# [WORK INSTRUCTIONS]
The records below hold a stretch from the line with "import math" through the line with "if min(w, h)"; return exactly those lines, ends included, and nothing more.

(Data entries)
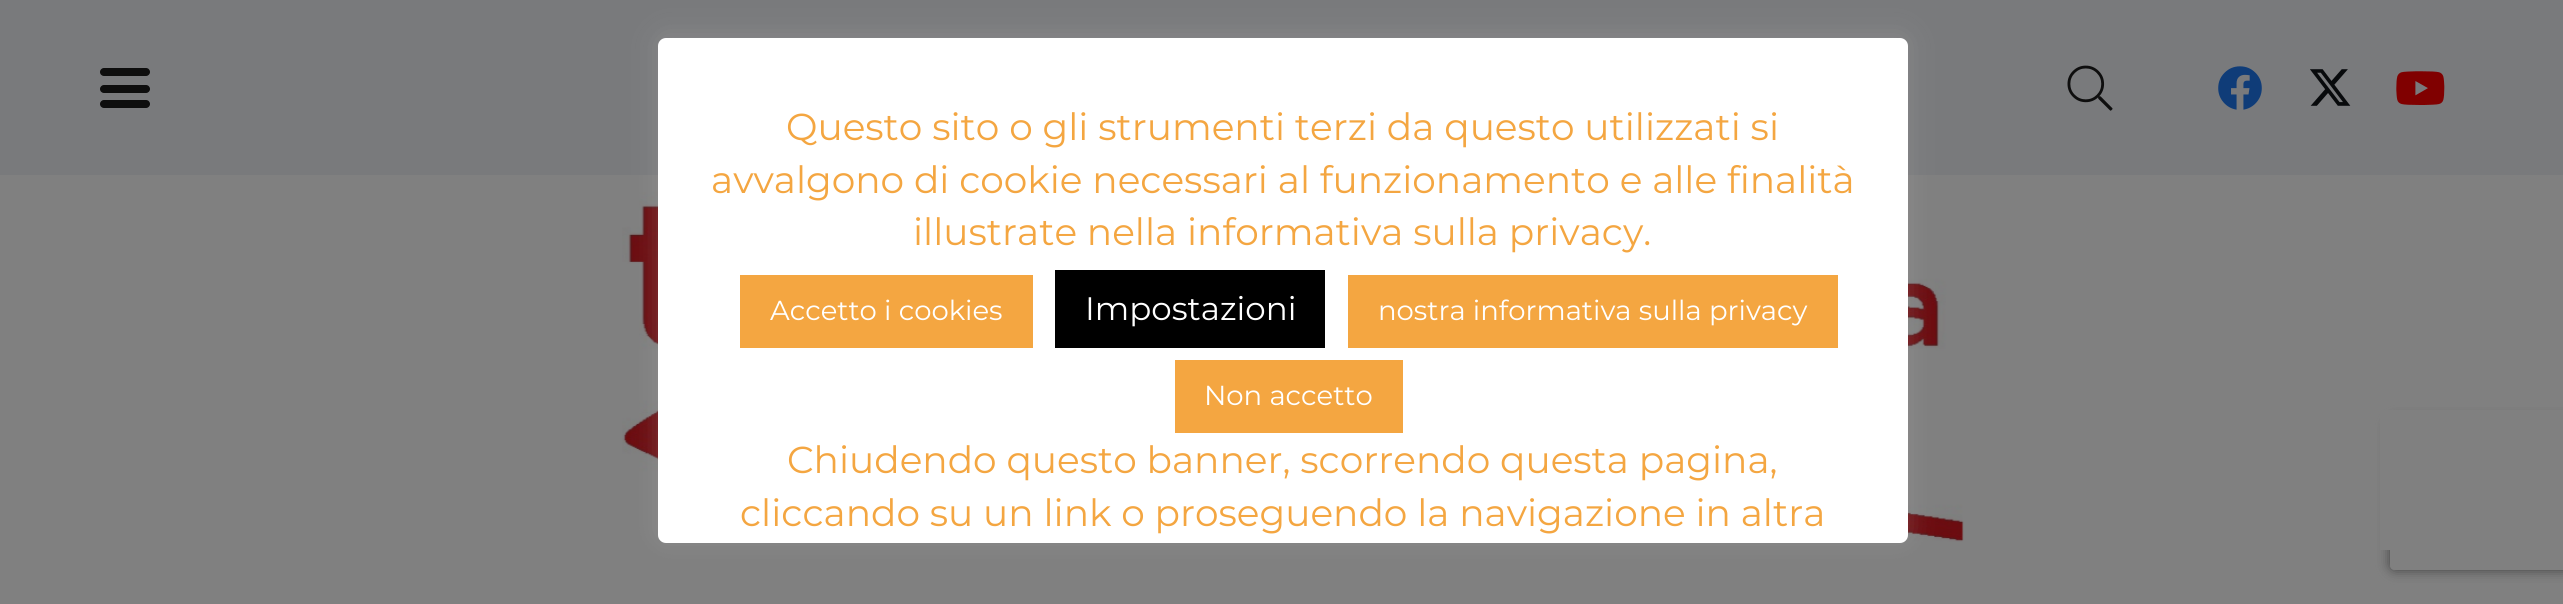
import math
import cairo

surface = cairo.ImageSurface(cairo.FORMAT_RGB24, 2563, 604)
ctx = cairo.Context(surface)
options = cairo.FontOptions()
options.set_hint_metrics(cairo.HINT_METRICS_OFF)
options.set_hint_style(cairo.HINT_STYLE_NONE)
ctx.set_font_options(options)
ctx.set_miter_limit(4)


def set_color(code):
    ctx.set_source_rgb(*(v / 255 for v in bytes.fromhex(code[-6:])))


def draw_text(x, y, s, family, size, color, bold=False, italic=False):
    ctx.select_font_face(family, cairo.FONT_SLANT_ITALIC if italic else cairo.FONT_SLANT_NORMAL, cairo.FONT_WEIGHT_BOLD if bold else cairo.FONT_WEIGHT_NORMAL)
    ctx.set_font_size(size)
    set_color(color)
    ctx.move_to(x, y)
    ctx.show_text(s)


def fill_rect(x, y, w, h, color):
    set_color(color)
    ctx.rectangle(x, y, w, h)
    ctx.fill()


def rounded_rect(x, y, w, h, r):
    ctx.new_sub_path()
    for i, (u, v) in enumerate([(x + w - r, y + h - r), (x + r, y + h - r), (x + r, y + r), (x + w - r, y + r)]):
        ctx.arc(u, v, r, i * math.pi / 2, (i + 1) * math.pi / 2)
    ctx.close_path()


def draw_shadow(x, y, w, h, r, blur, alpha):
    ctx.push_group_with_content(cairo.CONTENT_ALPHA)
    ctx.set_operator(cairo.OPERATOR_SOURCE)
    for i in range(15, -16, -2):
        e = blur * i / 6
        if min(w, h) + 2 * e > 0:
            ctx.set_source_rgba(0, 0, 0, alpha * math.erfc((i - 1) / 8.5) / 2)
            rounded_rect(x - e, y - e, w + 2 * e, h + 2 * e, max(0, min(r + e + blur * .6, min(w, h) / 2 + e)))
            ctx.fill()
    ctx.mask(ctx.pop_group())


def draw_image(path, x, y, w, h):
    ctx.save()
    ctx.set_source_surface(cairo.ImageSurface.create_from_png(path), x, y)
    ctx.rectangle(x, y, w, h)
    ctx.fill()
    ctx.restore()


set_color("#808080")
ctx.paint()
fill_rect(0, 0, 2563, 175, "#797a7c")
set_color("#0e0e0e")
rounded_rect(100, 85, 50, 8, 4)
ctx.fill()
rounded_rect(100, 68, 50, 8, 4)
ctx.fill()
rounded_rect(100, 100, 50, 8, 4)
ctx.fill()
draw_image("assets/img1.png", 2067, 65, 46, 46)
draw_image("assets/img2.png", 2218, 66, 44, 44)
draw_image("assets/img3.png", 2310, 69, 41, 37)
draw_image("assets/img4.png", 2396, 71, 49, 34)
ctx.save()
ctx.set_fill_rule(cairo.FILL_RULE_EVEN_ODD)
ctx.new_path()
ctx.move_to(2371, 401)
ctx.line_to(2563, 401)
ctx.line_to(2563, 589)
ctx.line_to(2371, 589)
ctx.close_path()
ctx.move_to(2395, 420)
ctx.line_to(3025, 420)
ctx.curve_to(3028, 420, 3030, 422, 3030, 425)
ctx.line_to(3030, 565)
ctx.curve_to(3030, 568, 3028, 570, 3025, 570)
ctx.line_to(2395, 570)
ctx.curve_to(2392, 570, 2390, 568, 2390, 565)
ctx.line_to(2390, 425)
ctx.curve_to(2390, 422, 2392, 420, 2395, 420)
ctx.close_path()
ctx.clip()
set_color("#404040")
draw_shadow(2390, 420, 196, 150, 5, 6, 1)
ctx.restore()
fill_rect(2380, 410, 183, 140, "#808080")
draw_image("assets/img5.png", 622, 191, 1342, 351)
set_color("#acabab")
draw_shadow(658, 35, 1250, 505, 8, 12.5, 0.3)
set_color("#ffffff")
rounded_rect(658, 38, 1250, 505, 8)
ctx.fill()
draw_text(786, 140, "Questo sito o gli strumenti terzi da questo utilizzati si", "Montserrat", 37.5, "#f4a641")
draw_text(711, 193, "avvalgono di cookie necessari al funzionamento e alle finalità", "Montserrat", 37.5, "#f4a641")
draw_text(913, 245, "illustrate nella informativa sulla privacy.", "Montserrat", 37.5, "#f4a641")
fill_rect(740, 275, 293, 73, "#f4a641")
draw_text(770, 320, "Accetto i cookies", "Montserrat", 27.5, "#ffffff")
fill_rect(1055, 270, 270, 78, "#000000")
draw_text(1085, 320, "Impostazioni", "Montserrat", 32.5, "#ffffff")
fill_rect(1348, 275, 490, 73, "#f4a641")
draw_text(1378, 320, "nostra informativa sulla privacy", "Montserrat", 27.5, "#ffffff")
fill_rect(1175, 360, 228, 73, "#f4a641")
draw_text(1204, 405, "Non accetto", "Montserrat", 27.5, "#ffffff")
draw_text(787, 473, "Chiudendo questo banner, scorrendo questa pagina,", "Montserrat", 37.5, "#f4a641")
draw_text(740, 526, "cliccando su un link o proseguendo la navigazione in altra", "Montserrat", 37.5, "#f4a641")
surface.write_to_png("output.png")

---

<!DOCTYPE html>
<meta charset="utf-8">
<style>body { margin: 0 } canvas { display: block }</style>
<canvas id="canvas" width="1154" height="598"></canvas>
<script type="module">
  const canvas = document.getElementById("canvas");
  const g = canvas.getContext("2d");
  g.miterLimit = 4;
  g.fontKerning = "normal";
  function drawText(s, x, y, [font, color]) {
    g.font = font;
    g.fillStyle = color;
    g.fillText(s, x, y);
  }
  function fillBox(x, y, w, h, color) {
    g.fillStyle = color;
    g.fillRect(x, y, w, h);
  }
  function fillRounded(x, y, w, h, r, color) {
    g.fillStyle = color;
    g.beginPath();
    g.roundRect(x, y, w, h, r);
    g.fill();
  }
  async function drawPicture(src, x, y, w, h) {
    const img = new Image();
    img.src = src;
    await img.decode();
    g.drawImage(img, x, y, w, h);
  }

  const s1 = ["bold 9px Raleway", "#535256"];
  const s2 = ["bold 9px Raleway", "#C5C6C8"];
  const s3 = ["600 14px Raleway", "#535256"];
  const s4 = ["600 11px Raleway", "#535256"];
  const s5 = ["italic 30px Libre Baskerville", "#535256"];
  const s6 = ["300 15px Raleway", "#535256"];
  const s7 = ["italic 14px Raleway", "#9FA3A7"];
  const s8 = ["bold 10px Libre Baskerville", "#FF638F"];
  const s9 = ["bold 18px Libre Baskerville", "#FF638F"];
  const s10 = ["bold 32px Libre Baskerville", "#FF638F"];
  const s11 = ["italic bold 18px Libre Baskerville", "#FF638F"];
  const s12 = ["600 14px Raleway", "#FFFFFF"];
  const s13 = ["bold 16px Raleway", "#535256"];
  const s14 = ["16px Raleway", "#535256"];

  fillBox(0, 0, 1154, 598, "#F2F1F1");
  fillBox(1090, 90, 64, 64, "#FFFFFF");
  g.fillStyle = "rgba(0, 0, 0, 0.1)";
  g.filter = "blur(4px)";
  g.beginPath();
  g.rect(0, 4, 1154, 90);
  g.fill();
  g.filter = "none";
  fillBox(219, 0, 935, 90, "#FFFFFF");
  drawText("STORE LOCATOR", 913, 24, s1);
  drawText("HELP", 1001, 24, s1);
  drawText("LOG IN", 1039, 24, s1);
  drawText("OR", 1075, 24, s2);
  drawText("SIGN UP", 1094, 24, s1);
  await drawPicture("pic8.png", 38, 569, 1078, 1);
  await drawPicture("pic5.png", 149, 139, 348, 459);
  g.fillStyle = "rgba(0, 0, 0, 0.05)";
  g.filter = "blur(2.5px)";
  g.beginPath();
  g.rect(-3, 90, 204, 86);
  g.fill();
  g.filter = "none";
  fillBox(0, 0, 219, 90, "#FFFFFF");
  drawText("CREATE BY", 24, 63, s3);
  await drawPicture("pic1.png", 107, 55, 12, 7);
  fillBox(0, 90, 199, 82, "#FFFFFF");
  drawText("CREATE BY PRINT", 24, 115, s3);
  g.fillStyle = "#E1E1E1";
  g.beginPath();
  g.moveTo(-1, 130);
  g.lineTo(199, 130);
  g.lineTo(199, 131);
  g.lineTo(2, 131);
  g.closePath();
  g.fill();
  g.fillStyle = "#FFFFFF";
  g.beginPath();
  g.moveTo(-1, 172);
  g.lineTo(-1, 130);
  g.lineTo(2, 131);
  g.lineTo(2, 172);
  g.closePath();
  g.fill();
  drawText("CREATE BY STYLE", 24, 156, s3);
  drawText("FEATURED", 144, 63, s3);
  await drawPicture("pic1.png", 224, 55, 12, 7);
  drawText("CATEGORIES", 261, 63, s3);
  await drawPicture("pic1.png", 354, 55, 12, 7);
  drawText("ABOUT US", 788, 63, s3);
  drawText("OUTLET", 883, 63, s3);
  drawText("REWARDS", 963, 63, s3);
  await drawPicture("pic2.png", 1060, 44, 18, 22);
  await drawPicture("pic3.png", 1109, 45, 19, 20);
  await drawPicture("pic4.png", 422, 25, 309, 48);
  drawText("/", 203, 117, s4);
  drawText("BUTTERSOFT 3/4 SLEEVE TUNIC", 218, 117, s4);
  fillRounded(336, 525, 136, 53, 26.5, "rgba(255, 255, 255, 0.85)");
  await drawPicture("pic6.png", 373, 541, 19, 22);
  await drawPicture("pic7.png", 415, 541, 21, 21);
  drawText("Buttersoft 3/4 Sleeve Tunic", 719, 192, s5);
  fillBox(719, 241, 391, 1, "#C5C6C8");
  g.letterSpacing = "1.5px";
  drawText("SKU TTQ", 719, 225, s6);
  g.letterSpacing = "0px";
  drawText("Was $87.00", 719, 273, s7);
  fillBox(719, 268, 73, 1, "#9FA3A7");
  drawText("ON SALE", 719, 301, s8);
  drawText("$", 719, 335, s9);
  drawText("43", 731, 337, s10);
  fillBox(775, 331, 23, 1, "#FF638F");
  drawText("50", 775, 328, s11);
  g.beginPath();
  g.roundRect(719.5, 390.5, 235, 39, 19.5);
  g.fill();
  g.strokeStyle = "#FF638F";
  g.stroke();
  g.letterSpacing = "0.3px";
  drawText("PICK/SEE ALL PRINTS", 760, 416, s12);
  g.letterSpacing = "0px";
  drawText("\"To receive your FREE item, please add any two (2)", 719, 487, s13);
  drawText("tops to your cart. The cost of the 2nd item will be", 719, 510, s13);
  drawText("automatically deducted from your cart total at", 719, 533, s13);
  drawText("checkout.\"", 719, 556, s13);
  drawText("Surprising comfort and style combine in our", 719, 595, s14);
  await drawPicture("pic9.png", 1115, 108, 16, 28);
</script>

---

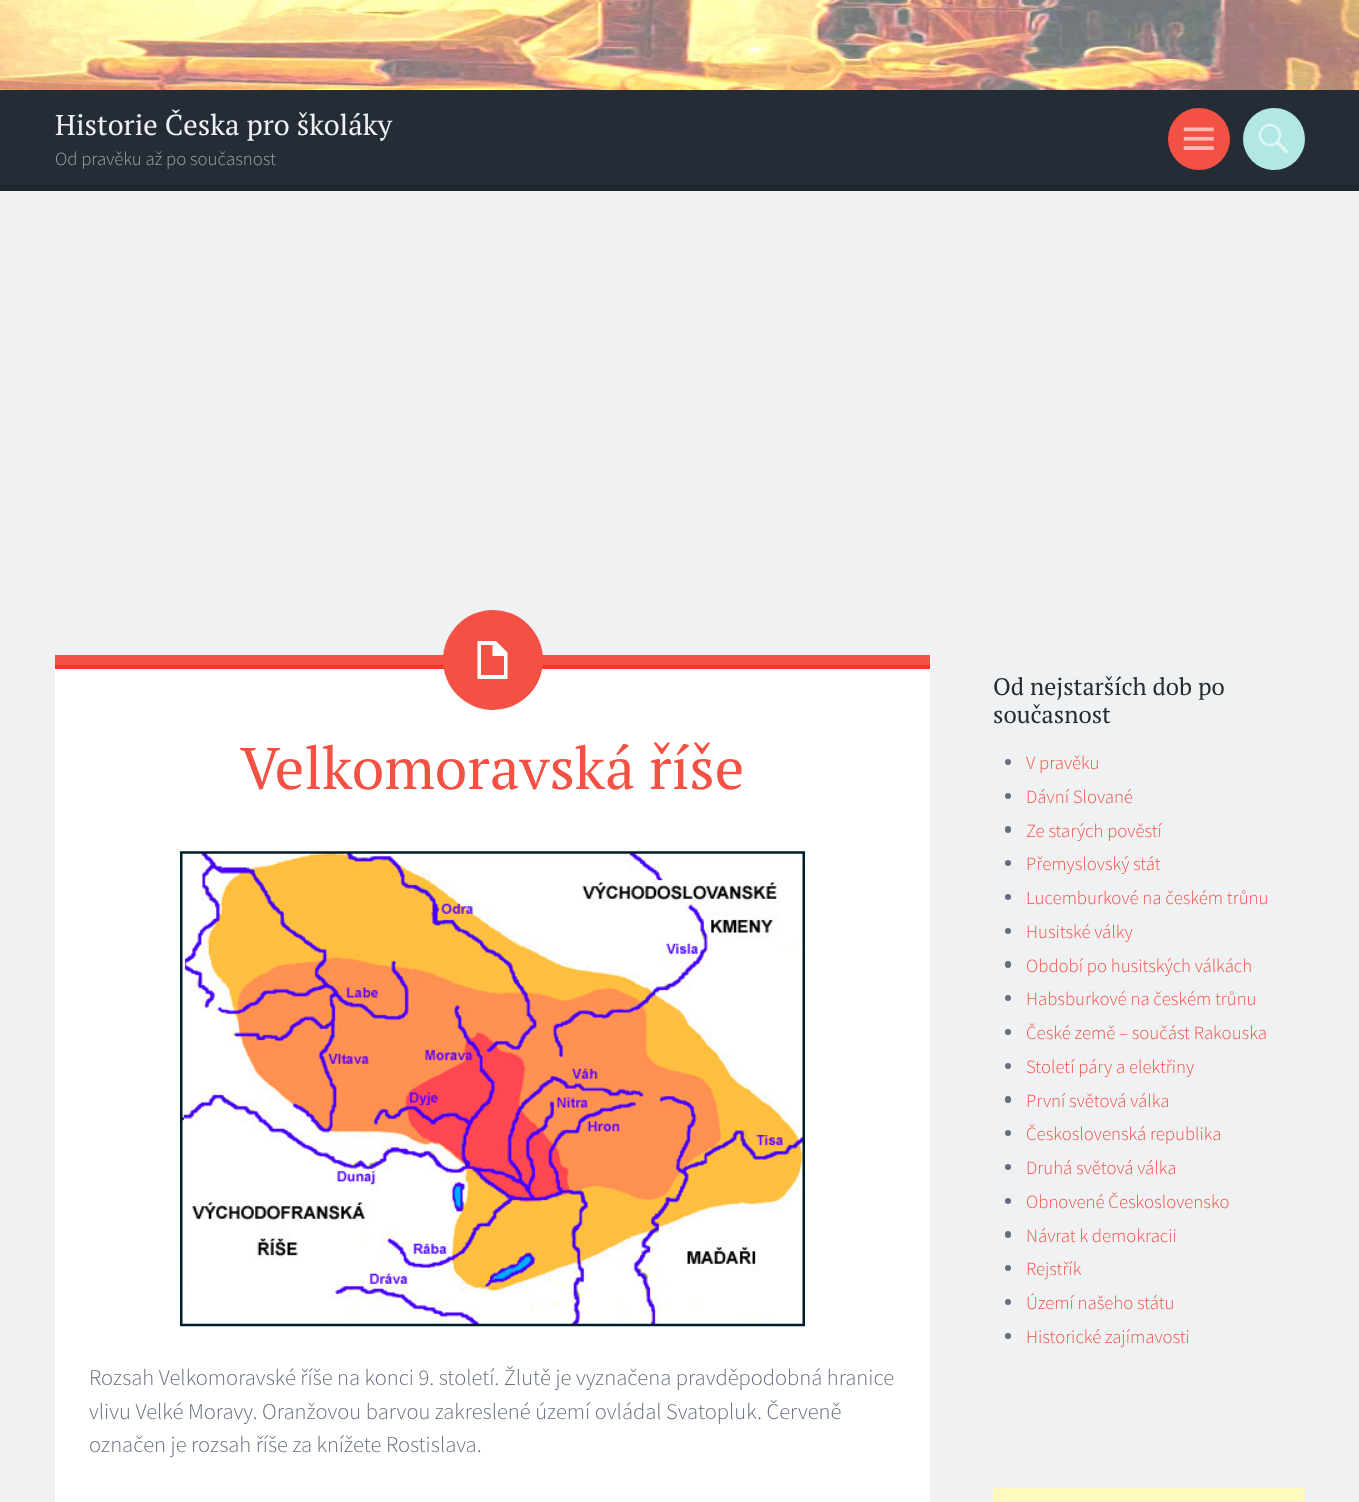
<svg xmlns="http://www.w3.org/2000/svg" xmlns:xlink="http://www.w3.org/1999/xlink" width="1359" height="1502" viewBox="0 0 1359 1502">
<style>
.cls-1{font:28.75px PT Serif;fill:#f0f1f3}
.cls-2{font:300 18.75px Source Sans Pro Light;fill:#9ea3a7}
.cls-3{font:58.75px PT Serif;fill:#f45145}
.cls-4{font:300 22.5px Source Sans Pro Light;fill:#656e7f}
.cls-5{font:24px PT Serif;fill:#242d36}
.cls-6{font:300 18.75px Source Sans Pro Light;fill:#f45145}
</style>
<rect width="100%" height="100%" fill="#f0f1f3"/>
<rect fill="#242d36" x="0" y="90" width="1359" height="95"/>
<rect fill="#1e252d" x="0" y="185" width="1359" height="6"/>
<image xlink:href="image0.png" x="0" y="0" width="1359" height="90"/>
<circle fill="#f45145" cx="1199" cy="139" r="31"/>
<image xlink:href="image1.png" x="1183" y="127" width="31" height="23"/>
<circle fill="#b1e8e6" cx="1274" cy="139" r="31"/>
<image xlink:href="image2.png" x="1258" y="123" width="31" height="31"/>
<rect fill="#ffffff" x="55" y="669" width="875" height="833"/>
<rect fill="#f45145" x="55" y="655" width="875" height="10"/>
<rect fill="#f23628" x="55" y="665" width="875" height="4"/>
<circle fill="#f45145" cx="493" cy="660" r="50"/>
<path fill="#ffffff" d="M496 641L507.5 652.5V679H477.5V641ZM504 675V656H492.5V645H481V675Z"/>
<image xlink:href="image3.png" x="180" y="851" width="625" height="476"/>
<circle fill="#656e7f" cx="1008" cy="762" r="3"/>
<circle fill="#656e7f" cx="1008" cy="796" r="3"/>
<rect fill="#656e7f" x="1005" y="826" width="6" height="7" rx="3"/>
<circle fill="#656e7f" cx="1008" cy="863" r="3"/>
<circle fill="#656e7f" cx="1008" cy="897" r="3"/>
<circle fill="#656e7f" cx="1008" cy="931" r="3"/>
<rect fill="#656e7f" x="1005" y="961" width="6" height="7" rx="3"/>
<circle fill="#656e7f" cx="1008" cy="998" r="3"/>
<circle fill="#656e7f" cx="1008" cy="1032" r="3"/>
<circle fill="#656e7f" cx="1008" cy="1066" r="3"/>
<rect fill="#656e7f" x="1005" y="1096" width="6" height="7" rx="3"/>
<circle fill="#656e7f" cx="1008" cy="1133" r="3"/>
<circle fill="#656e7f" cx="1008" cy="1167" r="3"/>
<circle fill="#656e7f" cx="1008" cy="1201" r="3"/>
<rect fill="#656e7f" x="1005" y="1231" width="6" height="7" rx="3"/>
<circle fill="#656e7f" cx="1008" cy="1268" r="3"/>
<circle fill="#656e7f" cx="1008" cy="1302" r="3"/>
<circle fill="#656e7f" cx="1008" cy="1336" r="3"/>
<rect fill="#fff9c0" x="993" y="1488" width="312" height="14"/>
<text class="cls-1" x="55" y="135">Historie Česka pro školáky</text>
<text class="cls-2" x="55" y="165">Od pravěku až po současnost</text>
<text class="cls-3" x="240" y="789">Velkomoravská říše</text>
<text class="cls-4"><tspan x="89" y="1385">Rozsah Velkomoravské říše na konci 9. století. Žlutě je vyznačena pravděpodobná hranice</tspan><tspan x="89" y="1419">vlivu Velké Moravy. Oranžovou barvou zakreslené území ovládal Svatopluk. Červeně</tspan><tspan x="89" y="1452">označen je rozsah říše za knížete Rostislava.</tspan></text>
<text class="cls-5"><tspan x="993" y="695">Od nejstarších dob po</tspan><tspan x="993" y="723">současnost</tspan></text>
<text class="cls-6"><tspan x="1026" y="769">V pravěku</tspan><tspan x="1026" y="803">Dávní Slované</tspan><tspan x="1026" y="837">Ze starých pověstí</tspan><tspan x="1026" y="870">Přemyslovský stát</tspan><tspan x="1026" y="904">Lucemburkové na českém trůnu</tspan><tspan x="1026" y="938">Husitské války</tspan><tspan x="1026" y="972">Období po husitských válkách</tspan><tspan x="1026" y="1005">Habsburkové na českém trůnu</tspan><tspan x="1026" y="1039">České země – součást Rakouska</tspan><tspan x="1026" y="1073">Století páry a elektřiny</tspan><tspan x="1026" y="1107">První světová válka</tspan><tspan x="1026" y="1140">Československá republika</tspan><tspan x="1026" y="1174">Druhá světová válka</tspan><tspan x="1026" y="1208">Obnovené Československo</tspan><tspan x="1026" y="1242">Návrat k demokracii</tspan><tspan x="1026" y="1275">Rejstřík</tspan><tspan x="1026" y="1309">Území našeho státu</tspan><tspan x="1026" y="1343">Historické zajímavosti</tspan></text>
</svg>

# [ANSWER TO THE PROBLEM]
import math
import cairo

surface = cairo.ImageSurface(cairo.FORMAT_RGB24, 2563, 604)
ctx = cairo.Context(surface)
options = cairo.FontOptions()
options.set_hint_metrics(cairo.HINT_METRICS_OFF)
options.set_hint_style(cairo.HINT_STYLE_NONE)
ctx.set_font_options(options)
ctx.set_miter_limit(4)


def set_color(code):
    ctx.set_source_rgb(*(v / 255 for v in bytes.fromhex(code[-6:])))


def draw_text(x, y, s, family, size, color, bold=False, italic=False):
    ctx.select_font_face(family, cairo.FONT_SLANT_ITALIC if italic else cairo.FONT_SLANT_NORMAL, cairo.FONT_WEIGHT_BOLD if bold else cairo.FONT_WEIGHT_NORMAL)
    ctx.set_font_size(size)
    set_color(color)
    ctx.move_to(x, y)
    ctx.show_text(s)


def fill_rect(x, y, w, h, color):
    set_color(color)
    ctx.rectangle(x, y, w, h)
    ctx.fill()


def rounded_rect(x, y, w, h, r):
    ctx.new_sub_path()
    for i, (u, v) in enumerate([(x + w - r, y + h - r), (x + r, y + h - r), (x + r, y + r), (x + w - r, y + r)]):
        ctx.arc(u, v, r, i * math.pi / 2, (i + 1) * math.pi / 2)
    ctx.close_path()


def draw_shadow(x, y, w, h, r, blur, alpha):
    ctx.push_group_with_content(cairo.CONTENT_ALPHA)
    ctx.set_operator(cairo.OPERATOR_SOURCE)
    for i in range(15, -16, -2):
        e = blur * i / 6
        if min(w, h) + 2 * e > 0:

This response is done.